Now, with the ERC-funded Genovation project, Frumkin aims to understand the infrastructure that enables these randomly created and completely novel proteins to become functional and change the fate of the bacteria, for better or for worse.

 

Sorting Helpful, Harmless, and Harmful

Frumkin will begin by systematically measuring what happens when random protein sequences are expressed in living cells. By tracking the growth of millions of bacterial variants simultaneously, he will determine the fate of roughly 100,000 random sequences in the common lab bacterium E. coli. The goal is to sort these novel sequences into categories: the rare cases where a random protein benefits the cell, the majority that have no detectable effect, and those that harm or kill it.

This sorting will reveal what characterizes proteins that can persist without damaging the cell, a fundamental prerequisite for any new gene to survive long enough to become useful. But the harmful proteins are equally interesting. "In preliminary experiments, my students and I already found random sequences that completely shut down bacterial growth," says Frumkin. "We have reason to suspect that some of these don't just accumulate as junk in the cell and now hypothesize that they actively interfere with essential cellular processes, much like natural toxins do. If we can understand how a completely random protein manages to destabilize a bacterium, that's a potential starting point for a new class of antibiotics." And by comparing results across species, the project will distinguish innovation mechanisms that are universal from those specific to particular organisms.

 

Fitting into the Machine

For a novel protein to become truly functional, it cannot operate in isolation. It must work in coordination with the existing, highly complex molecular machinery of the cell. Frumkin's second line of research will examine what enables a completely new protein to be incorporated into established cellular systems.

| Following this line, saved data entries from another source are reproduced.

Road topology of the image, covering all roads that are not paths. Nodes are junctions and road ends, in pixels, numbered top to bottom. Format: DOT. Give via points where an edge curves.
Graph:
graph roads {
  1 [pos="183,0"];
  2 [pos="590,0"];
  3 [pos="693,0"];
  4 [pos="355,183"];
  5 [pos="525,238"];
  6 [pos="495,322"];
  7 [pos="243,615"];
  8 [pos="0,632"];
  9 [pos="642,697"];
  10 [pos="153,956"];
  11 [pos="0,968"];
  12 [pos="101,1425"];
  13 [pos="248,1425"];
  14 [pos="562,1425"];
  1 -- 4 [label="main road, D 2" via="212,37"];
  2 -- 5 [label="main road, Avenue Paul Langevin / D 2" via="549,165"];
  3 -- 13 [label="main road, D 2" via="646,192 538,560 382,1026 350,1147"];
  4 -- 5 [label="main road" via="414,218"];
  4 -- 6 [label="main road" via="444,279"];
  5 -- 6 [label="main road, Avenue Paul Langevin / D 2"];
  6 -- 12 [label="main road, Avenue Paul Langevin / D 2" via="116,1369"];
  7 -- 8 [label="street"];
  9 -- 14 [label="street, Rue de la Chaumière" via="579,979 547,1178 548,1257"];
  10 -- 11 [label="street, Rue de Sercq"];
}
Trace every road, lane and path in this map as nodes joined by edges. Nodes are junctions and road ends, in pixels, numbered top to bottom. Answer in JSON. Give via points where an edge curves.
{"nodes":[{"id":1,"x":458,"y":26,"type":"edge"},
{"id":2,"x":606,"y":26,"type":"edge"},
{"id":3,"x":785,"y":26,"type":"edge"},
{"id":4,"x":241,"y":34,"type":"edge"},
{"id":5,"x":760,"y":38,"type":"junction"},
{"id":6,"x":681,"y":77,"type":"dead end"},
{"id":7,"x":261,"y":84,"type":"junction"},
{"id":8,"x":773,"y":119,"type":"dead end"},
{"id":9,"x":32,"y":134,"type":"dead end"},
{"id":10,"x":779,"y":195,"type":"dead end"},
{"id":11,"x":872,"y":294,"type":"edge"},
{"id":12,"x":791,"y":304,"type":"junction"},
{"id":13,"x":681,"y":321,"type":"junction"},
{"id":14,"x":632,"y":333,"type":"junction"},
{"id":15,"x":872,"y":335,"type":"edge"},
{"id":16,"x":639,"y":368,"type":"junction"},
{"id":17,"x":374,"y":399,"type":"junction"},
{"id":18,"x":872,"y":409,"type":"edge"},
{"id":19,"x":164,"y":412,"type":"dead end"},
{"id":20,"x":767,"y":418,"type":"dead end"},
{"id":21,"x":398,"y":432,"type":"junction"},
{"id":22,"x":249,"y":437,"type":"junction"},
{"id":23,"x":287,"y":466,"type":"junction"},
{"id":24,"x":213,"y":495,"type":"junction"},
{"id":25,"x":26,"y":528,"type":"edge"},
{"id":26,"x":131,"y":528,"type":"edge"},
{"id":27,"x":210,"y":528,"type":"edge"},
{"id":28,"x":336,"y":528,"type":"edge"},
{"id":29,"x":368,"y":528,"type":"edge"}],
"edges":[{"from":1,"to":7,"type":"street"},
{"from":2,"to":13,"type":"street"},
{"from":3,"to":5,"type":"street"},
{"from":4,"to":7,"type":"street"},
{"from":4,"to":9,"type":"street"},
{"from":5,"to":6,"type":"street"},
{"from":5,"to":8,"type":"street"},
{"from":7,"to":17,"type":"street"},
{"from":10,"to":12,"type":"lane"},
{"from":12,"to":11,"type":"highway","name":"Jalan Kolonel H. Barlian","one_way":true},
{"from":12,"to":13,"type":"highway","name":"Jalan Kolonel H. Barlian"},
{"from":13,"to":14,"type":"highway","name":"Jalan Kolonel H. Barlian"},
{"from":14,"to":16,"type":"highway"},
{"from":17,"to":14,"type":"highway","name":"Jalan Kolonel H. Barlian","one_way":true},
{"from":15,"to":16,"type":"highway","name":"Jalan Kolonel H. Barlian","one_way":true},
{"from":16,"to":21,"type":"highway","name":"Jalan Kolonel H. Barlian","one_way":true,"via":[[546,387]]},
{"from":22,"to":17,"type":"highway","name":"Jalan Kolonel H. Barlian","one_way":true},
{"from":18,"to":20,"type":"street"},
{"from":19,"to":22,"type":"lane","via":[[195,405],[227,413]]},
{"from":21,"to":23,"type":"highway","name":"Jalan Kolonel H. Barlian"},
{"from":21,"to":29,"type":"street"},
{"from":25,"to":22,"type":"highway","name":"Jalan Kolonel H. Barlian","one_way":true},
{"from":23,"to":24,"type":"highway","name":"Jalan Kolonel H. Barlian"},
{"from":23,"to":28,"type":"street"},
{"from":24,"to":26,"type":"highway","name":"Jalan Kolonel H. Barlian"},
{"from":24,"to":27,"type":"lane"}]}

By screening for new proteins that can immediately interact with basic biological mechanisms, fit into complex cellular apparatus, and change their function, this approach will reveal the principles enabling the development of novel biological functions and in which conditions could novel proteins become an active and significant part of a biological system.

 

Learning from Nature's Veterans

Finally, Frumkin will turn from synthetic random sequences to the real thing: the vast repertoire of orphan genes that nature has already produced in bacteriophages, the viruses that infect bacteria. Phages are the most abundant biological entities on Earth, and their genomes are rich with small, rapidly evolving genes that bear no resemblance to anything in known databases. "The random libraries tell us what's possible in principle," says Frumkin. "Phage orphan genes show us what evolution has actually selected and refined. By studying both, we can understand not just how new genes can be born, but what makes them successful."

These genes are the products of a relentless arms race: phages must constantly evolve new molecular tools to hijack bacterial cells, reprogram their metabolism, and overcome their defenses. By cloning representatives of phage genes and testing their effects on bacterial cells, and by using genetic tools to silence individual phage genes during infection, Frumkin will identify orphan genes that are critical for the virus to complete key stages of overtaking a cell: shutting down host defenses, redirecting the cell's resources toward viral replication, and manipulating fundamental processes like gene expression and metabolism. Understanding what makes these natural orphan genes successful will reveal the principles of functional genetic innovation as refined by billions of years of evolution.